* _Required action_
Where a line holds the word "name", copy it from the records.
(Beginning of Listed records)
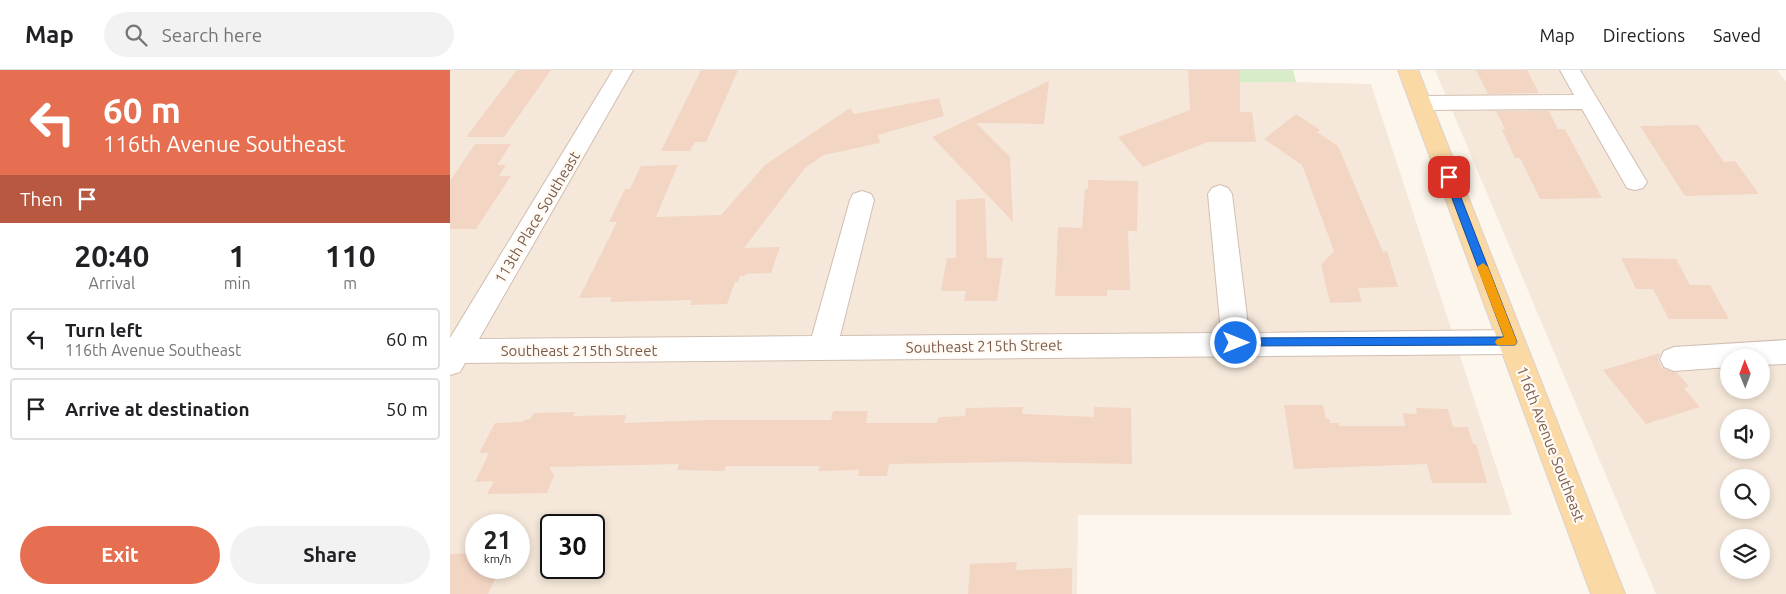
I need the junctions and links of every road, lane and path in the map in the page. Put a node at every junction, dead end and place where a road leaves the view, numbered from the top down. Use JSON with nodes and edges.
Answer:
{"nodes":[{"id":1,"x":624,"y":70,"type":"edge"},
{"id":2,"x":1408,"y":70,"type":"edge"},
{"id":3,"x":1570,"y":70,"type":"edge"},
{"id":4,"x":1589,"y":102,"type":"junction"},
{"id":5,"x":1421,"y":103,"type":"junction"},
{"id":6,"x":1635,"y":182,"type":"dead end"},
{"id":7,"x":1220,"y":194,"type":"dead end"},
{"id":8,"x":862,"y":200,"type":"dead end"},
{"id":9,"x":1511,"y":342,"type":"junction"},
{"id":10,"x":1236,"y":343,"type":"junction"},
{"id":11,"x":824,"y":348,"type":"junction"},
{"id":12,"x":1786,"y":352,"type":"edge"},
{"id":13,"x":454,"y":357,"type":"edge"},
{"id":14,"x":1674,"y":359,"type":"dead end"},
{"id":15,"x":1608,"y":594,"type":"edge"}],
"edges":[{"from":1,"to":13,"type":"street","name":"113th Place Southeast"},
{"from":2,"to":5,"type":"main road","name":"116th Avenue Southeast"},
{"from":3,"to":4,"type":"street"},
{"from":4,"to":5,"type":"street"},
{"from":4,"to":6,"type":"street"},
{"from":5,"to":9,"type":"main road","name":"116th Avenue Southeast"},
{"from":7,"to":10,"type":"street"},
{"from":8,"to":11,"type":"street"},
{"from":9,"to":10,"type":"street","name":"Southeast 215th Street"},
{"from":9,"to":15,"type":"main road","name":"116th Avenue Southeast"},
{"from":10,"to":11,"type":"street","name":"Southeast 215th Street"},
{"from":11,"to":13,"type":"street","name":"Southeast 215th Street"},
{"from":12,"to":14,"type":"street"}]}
(End of Listed records)
* _Answer box_
"edges":[{"from":1,"to":13,"type":"street","name":"113th Place Southeast"},
{"from":2,"to":5,"type":"main road","name":"116th Avenue Southeast"},
{"from":5,"to":9,"type":"main road","name":"116th Avenue Southeast"},
{"from":9,"to":10,"type":"street","name":"Southeast 215th Street"},
{"from":9,"to":15,"type":"main road","name":"116th Avenue Southeast"},
{"from":10,"to":11,"type":"street","name":"Southeast 215th Street"},
{"from":11,"to":13,"type":"street","name":"Southeast 215th Street"},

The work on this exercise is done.